"Sen, bilirsin ülküdaşım"

MHP'nin fahri mensuplarının/temsilcilerinin tepkilerini anladığım gibi partinin resmi mensuplarının/temsilcilerinin endişelerini de anlıyorum. Anlamakla kalmayıp -bir yere kadar- paylaşıyorum da.

Türkiye'nin -hülyasına dalınan Başkanlık sistemine uygun olarak- iki kutuplu/iki partili sisteme "yumuşak geçişini" sağlayabilmek için "halli" gereken ilk mesele artık hepimizin vakıf olduğu üzere "diğer" siyasi organizasyonlarının tasfiyesidir.

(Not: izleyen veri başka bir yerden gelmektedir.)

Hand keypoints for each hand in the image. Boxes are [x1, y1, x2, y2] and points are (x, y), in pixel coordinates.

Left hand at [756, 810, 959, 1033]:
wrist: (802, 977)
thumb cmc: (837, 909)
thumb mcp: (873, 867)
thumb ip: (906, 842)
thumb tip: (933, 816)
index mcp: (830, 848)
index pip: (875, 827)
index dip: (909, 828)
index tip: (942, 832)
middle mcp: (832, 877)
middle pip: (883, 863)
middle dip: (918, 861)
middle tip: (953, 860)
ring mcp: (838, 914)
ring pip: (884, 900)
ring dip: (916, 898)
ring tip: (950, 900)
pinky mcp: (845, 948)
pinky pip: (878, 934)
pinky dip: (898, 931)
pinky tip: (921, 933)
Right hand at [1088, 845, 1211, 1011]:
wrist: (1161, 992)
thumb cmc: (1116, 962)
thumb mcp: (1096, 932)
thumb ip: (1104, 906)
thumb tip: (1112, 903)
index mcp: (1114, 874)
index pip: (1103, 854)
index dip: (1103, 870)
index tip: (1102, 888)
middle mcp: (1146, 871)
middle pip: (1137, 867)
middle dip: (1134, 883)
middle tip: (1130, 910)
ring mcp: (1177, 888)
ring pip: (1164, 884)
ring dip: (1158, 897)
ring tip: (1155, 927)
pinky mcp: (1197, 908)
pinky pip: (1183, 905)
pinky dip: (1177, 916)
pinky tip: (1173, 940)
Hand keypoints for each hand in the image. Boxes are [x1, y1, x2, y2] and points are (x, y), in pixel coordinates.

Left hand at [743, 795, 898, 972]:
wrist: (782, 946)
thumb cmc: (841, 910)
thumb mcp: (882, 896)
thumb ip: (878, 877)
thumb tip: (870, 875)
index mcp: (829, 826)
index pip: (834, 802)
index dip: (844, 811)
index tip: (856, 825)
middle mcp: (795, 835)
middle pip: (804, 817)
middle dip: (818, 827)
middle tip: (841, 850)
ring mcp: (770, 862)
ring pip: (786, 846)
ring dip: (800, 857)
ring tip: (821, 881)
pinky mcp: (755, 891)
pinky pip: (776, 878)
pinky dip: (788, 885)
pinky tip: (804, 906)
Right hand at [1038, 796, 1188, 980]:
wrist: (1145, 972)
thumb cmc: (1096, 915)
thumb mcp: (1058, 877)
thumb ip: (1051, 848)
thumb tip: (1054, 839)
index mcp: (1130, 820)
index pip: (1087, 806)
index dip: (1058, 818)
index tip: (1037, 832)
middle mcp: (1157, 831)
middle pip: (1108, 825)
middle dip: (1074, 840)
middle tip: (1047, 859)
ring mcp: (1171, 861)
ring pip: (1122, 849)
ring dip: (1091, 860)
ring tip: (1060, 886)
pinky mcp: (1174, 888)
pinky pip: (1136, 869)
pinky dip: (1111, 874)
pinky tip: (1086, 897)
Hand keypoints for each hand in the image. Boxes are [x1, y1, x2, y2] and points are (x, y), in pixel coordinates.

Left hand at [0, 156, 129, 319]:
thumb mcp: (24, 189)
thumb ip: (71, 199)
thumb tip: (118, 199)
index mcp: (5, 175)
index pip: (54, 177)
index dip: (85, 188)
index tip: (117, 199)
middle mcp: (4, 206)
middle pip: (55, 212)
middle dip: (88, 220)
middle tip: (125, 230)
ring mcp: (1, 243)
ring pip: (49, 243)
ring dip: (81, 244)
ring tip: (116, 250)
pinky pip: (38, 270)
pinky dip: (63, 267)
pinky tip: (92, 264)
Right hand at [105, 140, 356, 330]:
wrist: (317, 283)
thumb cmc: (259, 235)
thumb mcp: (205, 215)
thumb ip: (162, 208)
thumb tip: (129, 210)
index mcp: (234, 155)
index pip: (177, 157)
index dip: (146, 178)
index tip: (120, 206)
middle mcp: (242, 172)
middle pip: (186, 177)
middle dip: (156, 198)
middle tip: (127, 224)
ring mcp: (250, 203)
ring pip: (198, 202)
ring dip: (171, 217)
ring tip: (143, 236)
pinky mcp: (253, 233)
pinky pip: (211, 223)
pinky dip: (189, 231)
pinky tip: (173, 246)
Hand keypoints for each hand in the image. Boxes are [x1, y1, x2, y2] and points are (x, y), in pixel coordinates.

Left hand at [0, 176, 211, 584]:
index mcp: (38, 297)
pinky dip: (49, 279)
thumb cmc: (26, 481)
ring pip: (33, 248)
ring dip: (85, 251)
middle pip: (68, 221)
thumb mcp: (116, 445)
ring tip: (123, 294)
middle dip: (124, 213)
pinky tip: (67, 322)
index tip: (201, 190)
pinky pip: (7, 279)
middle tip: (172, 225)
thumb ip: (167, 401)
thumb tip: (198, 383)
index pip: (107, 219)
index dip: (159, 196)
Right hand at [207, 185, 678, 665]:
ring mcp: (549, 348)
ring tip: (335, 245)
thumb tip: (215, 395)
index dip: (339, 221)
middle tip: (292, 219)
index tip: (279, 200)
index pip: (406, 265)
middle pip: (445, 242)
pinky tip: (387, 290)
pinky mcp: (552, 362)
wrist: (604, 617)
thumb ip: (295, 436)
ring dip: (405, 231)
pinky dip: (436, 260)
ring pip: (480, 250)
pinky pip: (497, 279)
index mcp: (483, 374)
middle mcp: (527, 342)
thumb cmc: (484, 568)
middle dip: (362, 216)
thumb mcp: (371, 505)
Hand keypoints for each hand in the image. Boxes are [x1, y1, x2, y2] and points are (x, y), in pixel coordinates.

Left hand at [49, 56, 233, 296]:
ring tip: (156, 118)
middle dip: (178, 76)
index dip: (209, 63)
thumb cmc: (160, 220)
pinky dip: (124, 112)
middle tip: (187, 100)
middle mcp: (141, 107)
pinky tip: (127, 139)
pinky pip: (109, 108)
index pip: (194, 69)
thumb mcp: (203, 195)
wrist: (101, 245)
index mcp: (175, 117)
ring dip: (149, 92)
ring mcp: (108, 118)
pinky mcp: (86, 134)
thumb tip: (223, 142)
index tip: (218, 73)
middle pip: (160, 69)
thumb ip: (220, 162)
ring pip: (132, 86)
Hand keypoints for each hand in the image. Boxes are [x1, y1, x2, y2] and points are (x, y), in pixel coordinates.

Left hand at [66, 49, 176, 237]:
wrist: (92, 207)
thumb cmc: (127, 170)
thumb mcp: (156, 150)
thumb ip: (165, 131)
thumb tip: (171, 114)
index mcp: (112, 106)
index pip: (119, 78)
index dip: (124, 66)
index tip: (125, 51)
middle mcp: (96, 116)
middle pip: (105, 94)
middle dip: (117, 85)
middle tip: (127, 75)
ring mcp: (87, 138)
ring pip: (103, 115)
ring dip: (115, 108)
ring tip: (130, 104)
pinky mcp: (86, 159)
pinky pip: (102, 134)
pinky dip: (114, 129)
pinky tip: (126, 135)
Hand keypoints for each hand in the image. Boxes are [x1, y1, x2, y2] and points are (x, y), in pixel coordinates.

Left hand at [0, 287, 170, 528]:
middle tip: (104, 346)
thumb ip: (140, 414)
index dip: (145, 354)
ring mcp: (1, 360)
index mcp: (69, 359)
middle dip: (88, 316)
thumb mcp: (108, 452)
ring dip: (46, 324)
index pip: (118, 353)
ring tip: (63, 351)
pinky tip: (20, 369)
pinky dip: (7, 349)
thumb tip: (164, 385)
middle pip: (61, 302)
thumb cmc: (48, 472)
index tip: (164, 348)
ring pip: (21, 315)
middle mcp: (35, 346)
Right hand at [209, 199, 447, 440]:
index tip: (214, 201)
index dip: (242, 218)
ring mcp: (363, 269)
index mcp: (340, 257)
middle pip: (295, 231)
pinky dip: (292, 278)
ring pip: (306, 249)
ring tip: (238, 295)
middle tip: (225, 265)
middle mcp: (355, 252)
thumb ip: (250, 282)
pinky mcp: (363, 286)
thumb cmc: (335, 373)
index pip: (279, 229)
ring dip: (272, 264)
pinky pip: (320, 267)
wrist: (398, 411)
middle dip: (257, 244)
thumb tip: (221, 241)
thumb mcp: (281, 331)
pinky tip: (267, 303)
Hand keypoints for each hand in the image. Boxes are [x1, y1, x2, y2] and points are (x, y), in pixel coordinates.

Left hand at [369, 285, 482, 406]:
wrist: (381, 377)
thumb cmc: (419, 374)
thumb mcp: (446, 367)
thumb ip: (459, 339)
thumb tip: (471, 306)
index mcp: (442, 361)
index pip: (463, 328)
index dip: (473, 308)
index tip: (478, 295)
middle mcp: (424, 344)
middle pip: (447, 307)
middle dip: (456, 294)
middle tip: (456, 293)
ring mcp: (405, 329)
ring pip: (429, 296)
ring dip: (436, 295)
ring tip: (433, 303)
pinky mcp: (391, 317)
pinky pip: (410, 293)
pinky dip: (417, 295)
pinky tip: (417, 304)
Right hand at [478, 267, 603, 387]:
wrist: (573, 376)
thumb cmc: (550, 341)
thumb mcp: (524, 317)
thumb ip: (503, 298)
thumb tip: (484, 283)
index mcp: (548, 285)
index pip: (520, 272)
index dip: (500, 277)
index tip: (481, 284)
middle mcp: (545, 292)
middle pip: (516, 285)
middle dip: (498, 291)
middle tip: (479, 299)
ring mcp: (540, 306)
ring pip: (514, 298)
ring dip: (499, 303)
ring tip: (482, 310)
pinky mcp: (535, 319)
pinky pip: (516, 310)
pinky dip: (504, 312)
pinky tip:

Dolayısıyla; Türkiye eğer yıllardır bizim de savunduğumuz gibi "büyük resim"de sahiden de "yönetimi Türklere terk edilemeyecek kadar önemli" bir figür ise, 1 Kasım akşamı itibariyle oluşan "kaos"tan kısaca "Y-MHP" diye adlandırılabilecek bir "düzen" çıkmasından kaygılananlar olabilir. Türk Milliyetçileri için bir yüzleşme/hesaplaşma ne kadar elzem ise bunu yaparken maruz kalabilecekleri "sızıntı"lara karşı uyanıklık da o denli elzemdir.

"Kür Şad İhtilali" elbette her ülkücü için dahil olmaktan onur duyacağı kutlu bir hamledir ama klişe milliyetçilerinin es geçtiği husus, o ihtilalin akabinde "ilk anda" yaşananın bir birlik ve dirlik değil; bölünme, parçalanma, dağılma olduğu gerçeğidir!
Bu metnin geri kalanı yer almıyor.